* Directions for this task: Gather every line from the entries below that includes "with".

* Material supplied:
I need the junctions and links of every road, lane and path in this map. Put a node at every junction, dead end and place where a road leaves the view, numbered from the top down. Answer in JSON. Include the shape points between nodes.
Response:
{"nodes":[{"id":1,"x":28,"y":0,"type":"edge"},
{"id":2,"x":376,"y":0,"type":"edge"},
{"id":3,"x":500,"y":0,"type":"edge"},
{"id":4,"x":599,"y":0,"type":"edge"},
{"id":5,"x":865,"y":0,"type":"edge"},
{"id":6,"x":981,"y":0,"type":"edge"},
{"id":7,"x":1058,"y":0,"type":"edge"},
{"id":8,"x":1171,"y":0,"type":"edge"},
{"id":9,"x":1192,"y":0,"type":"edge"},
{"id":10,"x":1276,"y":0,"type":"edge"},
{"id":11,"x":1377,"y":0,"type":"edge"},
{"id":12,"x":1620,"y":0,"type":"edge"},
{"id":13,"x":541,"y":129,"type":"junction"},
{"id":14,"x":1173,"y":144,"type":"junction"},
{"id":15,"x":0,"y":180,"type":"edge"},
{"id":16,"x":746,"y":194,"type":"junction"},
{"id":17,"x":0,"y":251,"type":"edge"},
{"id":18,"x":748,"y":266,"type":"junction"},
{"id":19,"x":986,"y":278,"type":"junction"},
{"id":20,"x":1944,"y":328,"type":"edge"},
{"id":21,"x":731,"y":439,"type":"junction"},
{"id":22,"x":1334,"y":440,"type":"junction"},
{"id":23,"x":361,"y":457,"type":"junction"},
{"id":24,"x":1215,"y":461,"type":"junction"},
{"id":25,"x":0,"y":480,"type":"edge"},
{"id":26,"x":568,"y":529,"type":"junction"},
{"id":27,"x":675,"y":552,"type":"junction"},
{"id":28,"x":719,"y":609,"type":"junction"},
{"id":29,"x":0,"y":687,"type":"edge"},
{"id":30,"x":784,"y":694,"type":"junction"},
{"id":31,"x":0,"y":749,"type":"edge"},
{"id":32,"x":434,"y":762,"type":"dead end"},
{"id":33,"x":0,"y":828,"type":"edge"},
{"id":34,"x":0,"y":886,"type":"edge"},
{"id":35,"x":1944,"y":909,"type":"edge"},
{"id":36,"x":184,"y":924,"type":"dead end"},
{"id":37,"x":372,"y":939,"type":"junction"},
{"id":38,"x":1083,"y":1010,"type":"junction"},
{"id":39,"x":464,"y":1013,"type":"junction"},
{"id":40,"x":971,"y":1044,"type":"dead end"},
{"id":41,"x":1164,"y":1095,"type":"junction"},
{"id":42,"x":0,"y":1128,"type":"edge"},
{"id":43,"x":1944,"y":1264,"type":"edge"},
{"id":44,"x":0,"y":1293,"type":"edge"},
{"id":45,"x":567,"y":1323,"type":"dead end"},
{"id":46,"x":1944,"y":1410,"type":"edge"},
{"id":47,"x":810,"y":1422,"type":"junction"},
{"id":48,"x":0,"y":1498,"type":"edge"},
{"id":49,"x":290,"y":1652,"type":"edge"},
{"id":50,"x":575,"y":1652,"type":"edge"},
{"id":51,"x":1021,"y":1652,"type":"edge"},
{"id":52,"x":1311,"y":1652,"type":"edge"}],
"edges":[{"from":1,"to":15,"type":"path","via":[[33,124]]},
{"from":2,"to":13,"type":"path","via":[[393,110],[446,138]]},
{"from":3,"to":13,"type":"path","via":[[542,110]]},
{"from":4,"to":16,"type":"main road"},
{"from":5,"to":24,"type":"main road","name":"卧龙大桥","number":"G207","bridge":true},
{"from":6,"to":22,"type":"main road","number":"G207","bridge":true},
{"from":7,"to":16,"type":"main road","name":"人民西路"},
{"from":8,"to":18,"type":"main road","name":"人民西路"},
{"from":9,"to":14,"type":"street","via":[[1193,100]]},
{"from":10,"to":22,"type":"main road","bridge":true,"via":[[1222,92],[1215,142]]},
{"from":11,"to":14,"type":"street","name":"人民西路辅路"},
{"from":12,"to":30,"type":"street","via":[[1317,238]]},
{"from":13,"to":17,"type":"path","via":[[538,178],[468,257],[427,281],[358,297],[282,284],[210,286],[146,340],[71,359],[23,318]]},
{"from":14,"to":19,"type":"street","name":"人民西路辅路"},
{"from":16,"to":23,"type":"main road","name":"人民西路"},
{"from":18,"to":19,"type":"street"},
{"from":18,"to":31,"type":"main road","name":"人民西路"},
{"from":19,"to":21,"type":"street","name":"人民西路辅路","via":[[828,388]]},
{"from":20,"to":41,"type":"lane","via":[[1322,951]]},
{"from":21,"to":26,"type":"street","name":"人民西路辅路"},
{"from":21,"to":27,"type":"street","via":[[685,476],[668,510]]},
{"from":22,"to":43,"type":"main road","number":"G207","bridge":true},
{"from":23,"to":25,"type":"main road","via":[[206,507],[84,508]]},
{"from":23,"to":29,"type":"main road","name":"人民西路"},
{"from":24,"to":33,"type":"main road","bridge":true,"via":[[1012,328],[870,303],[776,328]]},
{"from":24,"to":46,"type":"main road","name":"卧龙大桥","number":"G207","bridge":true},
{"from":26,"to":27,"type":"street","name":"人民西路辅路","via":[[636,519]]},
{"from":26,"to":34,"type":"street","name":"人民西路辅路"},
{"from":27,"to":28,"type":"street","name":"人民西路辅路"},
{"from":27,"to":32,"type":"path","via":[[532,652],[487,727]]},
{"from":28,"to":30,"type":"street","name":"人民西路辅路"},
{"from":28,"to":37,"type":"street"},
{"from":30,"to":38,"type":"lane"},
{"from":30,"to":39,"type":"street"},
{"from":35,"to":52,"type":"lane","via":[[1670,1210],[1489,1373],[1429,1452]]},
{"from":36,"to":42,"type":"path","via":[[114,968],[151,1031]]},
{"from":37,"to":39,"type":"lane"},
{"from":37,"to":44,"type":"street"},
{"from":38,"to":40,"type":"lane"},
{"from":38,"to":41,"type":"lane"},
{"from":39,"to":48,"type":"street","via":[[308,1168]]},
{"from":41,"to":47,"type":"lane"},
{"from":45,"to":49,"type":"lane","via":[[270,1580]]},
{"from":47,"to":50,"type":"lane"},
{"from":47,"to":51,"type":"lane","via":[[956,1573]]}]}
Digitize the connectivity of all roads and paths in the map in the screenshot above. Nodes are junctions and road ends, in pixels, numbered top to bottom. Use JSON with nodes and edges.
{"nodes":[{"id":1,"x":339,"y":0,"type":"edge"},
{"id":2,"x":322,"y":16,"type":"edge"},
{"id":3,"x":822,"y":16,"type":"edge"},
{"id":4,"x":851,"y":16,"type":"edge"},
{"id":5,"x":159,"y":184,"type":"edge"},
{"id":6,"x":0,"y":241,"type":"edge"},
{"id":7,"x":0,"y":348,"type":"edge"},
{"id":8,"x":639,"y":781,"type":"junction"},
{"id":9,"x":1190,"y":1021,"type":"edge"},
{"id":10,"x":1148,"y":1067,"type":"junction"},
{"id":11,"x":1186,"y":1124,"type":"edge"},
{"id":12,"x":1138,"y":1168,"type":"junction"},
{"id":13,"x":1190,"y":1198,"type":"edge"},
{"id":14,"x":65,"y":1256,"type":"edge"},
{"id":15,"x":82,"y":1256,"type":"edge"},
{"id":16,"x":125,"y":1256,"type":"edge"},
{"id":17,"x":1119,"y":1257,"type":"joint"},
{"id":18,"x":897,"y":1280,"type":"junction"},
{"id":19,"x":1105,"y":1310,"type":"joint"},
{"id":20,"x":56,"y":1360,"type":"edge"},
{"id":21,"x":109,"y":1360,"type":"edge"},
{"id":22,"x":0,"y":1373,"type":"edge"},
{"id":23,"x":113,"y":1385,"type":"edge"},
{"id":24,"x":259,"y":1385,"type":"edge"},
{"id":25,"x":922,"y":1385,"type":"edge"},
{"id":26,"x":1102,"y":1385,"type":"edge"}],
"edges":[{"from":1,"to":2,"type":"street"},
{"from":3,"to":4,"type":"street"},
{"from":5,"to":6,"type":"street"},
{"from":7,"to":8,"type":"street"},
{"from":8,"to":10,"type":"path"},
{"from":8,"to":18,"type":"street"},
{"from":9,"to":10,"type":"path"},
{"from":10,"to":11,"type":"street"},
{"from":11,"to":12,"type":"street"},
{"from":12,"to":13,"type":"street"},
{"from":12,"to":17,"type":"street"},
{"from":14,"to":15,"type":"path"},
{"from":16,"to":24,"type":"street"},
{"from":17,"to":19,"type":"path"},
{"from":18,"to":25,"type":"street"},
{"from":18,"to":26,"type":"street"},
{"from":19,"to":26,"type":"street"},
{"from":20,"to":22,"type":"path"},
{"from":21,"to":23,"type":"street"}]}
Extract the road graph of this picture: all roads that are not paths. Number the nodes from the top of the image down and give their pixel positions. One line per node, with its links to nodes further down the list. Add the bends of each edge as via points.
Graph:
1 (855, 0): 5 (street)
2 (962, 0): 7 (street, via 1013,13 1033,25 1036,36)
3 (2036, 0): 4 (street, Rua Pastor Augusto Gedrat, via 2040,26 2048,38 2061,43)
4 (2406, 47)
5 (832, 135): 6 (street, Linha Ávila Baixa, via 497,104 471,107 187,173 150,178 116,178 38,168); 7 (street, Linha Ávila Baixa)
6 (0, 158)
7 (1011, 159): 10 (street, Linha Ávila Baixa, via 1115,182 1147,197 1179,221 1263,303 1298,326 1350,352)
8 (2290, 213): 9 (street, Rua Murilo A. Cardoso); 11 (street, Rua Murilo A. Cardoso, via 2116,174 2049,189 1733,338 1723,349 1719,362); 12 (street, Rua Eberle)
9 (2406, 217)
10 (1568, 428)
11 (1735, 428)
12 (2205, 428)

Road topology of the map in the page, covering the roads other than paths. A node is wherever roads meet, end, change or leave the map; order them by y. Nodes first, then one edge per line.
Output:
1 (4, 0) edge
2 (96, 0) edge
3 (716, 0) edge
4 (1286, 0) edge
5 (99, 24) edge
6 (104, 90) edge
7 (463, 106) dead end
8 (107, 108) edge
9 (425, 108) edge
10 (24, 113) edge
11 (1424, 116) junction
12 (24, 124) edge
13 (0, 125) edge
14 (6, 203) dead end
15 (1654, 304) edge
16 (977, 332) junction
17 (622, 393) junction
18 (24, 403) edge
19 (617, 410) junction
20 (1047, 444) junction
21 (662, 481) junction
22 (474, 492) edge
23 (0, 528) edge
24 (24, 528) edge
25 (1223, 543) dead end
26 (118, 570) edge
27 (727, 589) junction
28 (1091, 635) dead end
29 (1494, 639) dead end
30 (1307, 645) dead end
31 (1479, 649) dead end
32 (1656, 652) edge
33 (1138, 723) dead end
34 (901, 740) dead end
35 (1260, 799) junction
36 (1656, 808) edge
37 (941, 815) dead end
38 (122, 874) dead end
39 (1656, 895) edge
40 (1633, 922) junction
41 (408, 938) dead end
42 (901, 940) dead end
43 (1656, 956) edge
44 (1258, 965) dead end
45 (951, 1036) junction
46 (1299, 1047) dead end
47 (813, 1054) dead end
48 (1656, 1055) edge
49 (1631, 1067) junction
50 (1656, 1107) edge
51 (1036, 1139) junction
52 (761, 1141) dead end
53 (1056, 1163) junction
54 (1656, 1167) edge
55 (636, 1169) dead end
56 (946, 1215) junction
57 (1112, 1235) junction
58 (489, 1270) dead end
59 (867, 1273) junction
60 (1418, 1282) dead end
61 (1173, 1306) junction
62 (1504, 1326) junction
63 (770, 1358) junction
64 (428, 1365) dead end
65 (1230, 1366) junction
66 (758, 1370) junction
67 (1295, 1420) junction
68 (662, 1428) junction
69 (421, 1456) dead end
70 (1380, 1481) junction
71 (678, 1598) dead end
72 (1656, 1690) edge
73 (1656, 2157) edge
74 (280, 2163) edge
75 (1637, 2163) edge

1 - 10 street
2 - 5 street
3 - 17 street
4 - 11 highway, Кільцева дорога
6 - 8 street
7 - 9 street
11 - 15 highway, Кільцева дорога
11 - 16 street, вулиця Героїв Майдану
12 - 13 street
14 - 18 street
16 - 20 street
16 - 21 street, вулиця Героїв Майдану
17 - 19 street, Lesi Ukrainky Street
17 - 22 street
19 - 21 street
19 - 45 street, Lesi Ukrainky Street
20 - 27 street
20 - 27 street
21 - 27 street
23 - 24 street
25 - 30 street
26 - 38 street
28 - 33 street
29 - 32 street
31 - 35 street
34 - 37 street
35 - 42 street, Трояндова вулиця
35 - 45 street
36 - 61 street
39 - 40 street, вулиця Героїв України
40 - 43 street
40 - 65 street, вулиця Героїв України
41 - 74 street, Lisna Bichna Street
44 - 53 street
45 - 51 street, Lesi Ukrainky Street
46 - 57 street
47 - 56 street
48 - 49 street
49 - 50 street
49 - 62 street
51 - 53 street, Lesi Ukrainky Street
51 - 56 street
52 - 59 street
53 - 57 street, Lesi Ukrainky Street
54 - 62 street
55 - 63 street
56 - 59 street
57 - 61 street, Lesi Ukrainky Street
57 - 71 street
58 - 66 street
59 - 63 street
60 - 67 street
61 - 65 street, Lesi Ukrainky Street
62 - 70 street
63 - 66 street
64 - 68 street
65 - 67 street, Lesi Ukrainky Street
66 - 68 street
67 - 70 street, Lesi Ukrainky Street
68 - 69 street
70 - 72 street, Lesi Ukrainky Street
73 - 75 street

* Response below:
Digitize the connectivity of all roads and paths in the map in the screenshot above. Nodes are junctions and road ends, in pixels, numbered top to bottom. Use JSON with nodes and edges.
Extract the road graph of this picture: all roads that are not paths. Number the nodes from the top of the image down and give their pixel positions. One line per node, with its links to nodes further down the list. Add the bends of each edge as via points.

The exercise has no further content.